#### Provided data ####
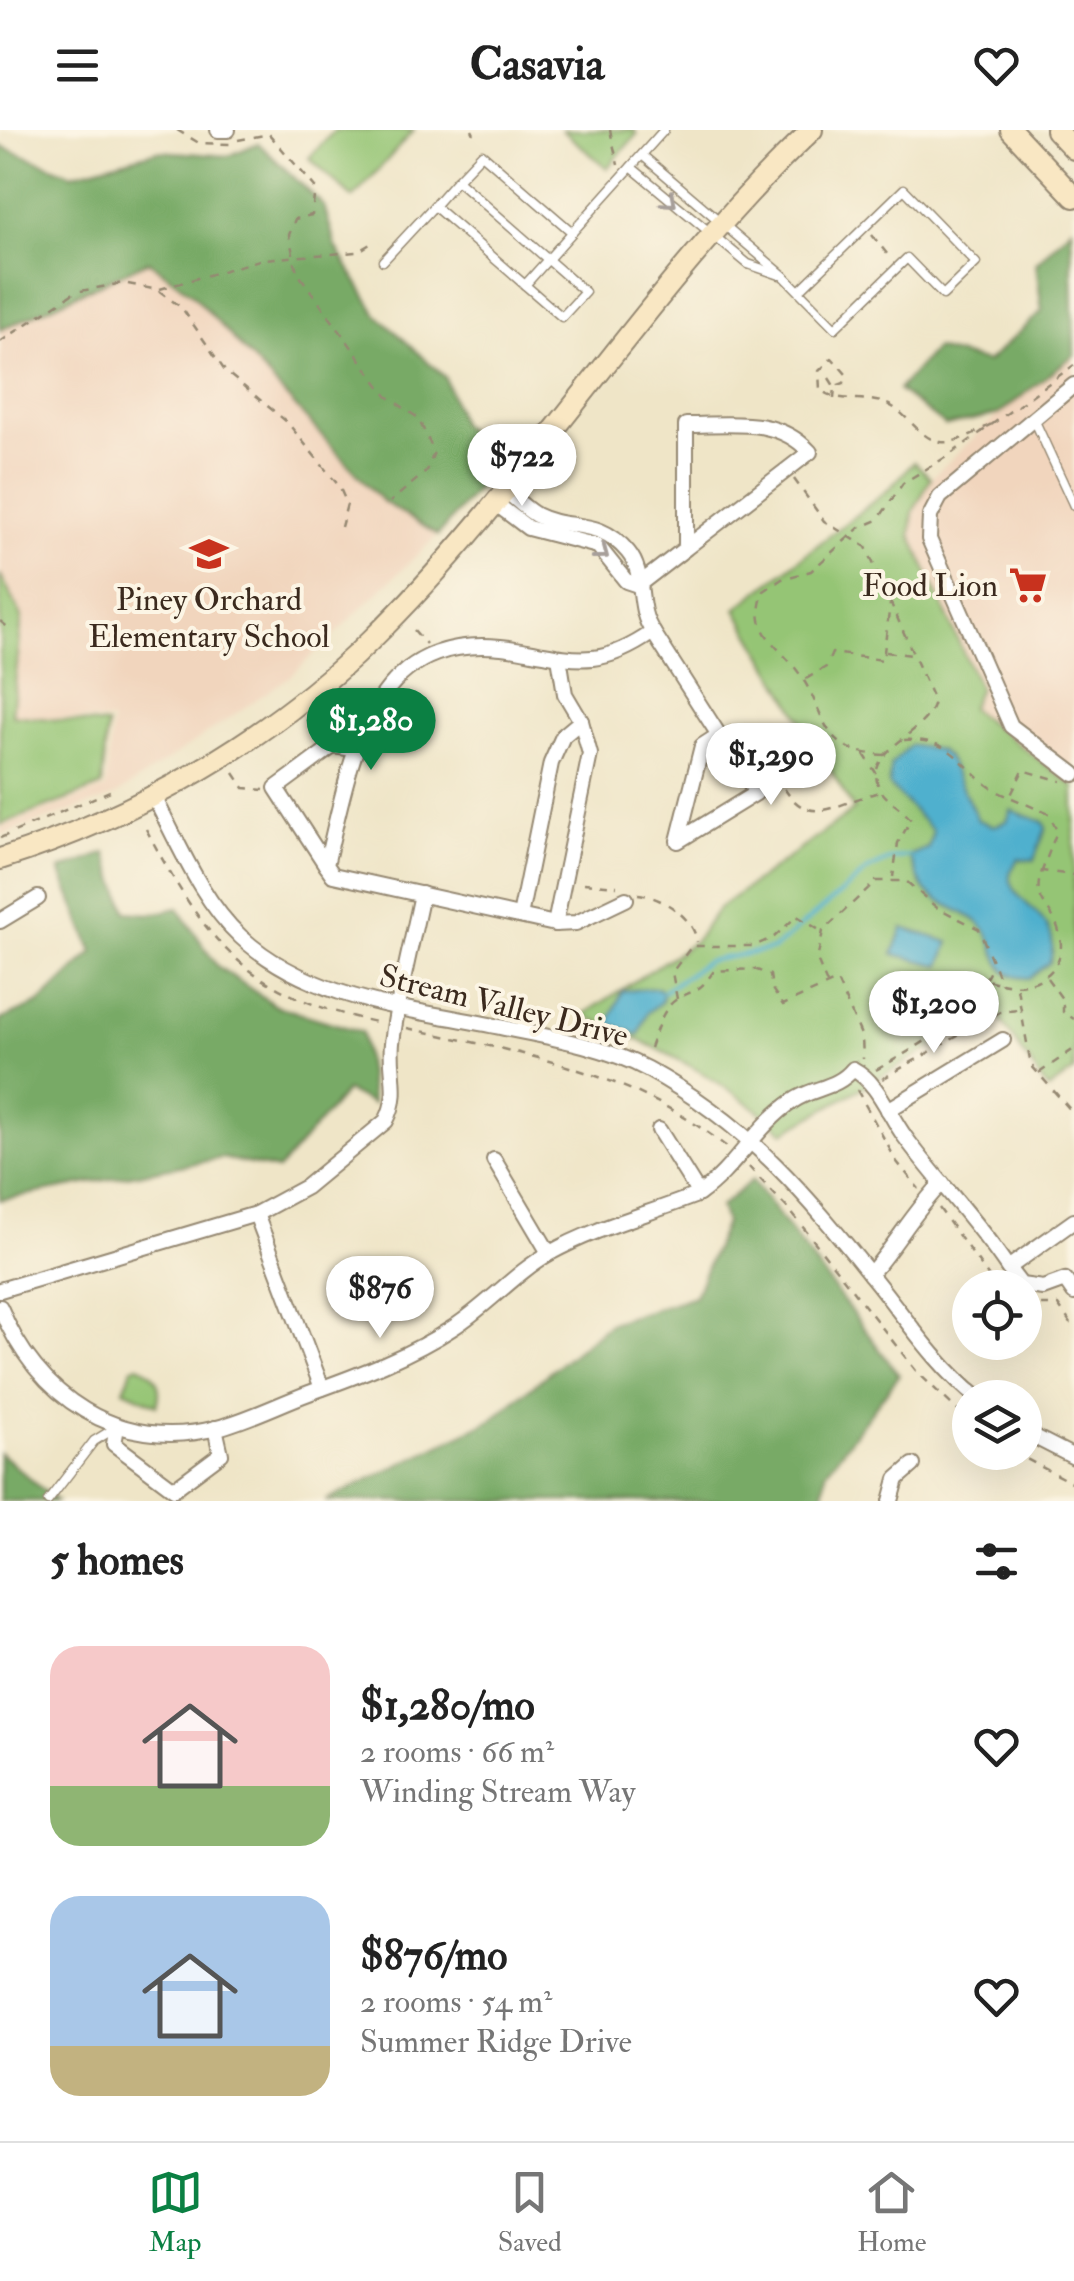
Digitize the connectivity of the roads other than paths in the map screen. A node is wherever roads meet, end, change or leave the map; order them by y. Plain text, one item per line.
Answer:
1 (218, 130) edge
2 (228, 130) edge
3 (664, 130) edge
4 (812, 130) edge
5 (1012, 130) edge
6 (1056, 130) edge
7 (1074, 149) edge
8 (642, 155) junction
9 (631, 167) junction
10 (458, 180) junction
11 (1074, 197) edge
12 (434, 206) junction
13 (715, 228) junction
14 (572, 232) junction
15 (548, 259) junction
16 (382, 261) dead end
17 (784, 276) junction
18 (525, 285) junction
19 (798, 291) junction
20 (1074, 385) edge
21 (1033, 417) junction
22 (500, 496) junction
23 (1074, 506) edge
24 (686, 548) junction
25 (638, 585) junction
26 (653, 632) junction
27 (559, 656) junction
28 (581, 721) junction
29 (719, 735) junction
30 (354, 749) junction
31 (1070, 778) edge
32 (154, 795) junction
33 (0, 859) edge
34 (326, 865) junction
35 (627, 893) road end
36 (422, 894) junction
37 (38, 898) dead end
38 (520, 916) junction
39 (0, 922) edge
40 (555, 924) junction
41 (400, 1006) junction
42 (1003, 1040) dead end
43 (888, 1110) junction
44 (658, 1130) dead end
45 (754, 1140) junction
46 (494, 1160) dead end
47 (942, 1183) junction
48 (699, 1194) junction
49 (256, 1214) junction
50 (1074, 1222) edge
51 (549, 1254) junction
52 (1008, 1268) junction
53 (870, 1274) junction
54 (1071, 1282) edge
55 (0, 1290) edge
56 (0, 1307) edge
57 (960, 1380) edge
58 (322, 1388) junction
59 (118, 1427) junction
60 (215, 1428) junction
61 (1042, 1441) edge
62 (1074, 1457) edge
63 (912, 1465) dead end
64 (48, 1501) edge
65 (891, 1501) edge

1 - 2 street
3 - 8 lane
4 - 13 street
5 - 11 street
6 - 7 street
8 - 9 lane
8 - 13 lane
9 -> 13 lane
9 - 14 lane
10 - 12 lane
10 - 14 lane
10 - 15 lane
12 - 16 lane
12 - 18 lane
13 - 17 lane
13 - 17 lane
13 - 22 street
14 - 15 lane
15 - 18 lane
15 - 18 lane
17 - 19 lane
19 - 19 lane
20 - 21 street
21 - 23 lane
21 - 31 street
22 - 25 street
22 - 32 street
24 - 24 street
24 - 25 street
25 - 26 street
26 - 27 street
26 - 29 street
27 - 28 street
27 - 30 street
28 - 38 street
28 - 40 street
29 - 29 street
30 - 34 street
30 - 34 street
32 - 33 street
32 - 41 street, Stream Valley Drive
34 - 36 street
35 - 40 street
36 - 38 street
36 - 41 street
37 - 39 street
38 - 40 street
41 - 45 street, Stream Valley Drive
41 - 49 street
42 - 43 street
43 - 45 street
43 - 47 street
44 - 48 street
45 - 48 street
45 - 53 street, Stream Valley Drive
46 - 51 street
47 - 52 street
47 - 53 street
48 - 51 street
49 - 55 street
49 - 58 street
50 - 52 street
51 - 58 street
52 - 54 street
53 - 57 street, Stream Valley Drive
56 - 59 street
58 - 60 street
59 - 60 street
59 - 60 street
59 - 64 lane
61 - 62 street
63 - 65 street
####
Problem to solve: Copy the records above precisely, and leave every image out of the copy.

Written reply:
Digitize the connectivity of the roads other than paths in the map screen. A node is wherever roads meet, end, change or leave the map; order them by y. Plain text, one item per line.
Answer:
1 (218, 130) edge
2 (228, 130) edge
3 (664, 130) edge
4 (812, 130) edge
5 (1012, 130) edge
6 (1056, 130) edge
7 (1074, 149) edge
8 (642, 155) junction
9 (631, 167) junction
10 (458, 180) junction
11 (1074, 197) edge
12 (434, 206) junction
13 (715, 228) junction
14 (572, 232) junction
15 (548, 259) junction
16 (382, 261) dead end
17 (784, 276) junction
18 (525, 285) junction
19 (798, 291) junction
20 (1074, 385) edge
21 (1033, 417) junction
22 (500, 496) junction
23 (1074, 506) edge
24 (686, 548) junction
25 (638, 585) junction
26 (653, 632) junction
27 (559, 656) junction
28 (581, 721) junction
29 (719, 735) junction
30 (354, 749) junction
31 (1070, 778) edge
32 (154, 795) junction
33 (0, 859) edge
34 (326, 865) junction
35 (627, 893) road end
36 (422, 894) junction
37 (38, 898) dead end
38 (520, 916) junction
39 (0, 922) edge
40 (555, 924) junction
41 (400, 1006) junction
42 (1003, 1040) dead end
43 (888, 1110) junction
44 (658, 1130) dead end
45 (754, 1140) junction
46 (494, 1160) dead end
47 (942, 1183) junction
48 (699, 1194) junction
49 (256, 1214) junction
50 (1074, 1222) edge
51 (549, 1254) junction
52 (1008, 1268) junction
53 (870, 1274) junction
54 (1071, 1282) edge
55 (0, 1290) edge
56 (0, 1307) edge
57 (960, 1380) edge
58 (322, 1388) junction
59 (118, 1427) junction
60 (215, 1428) junction
61 (1042, 1441) edge
62 (1074, 1457) edge
63 (912, 1465) dead end
64 (48, 1501) edge
65 (891, 1501) edge

1 - 2 street
3 - 8 lane
4 - 13 street
5 - 11 street
6 - 7 street
8 - 9 lane
8 - 13 lane
9 -> 13 lane
9 - 14 lane
10 - 12 lane
10 - 14 lane
10 - 15 lane
12 - 16 lane
12 - 18 lane
13 - 17 lane
13 - 17 lane
13 - 22 street
14 - 15 lane
15 - 18 lane
15 - 18 lane
17 - 19 lane
19 - 19 lane
20 - 21 street
21 - 23 lane
21 - 31 street
22 - 25 street
22 - 32 street
24 - 24 street
24 - 25 street
25 - 26 street
26 - 27 street
26 - 29 street
27 - 28 street
27 - 30 street
28 - 38 street
28 - 40 street
29 - 29 street
30 - 34 street
30 - 34 street
32 - 33 street
32 - 41 street, Stream Valley Drive
34 - 36 street
35 - 40 street
36 - 38 street
36 - 41 street
37 - 39 street
38 - 40 street
41 - 45 street, Stream Valley Drive
41 - 49 street
42 - 43 street
43 - 45 street
43 - 47 street
44 - 48 street
45 - 48 street
45 - 53 street, Stream Valley Drive
46 - 51 street
47 - 52 street
47 - 53 street
48 - 51 street
49 - 55 street
49 - 58 street
50 - 52 street
51 - 58 street
52 - 54 street
53 - 57 street, Stream Valley Drive
56 - 59 street
58 - 60 street
59 - 60 street
59 - 60 street
59 - 64 lane
61 - 62 street
63 - 65 street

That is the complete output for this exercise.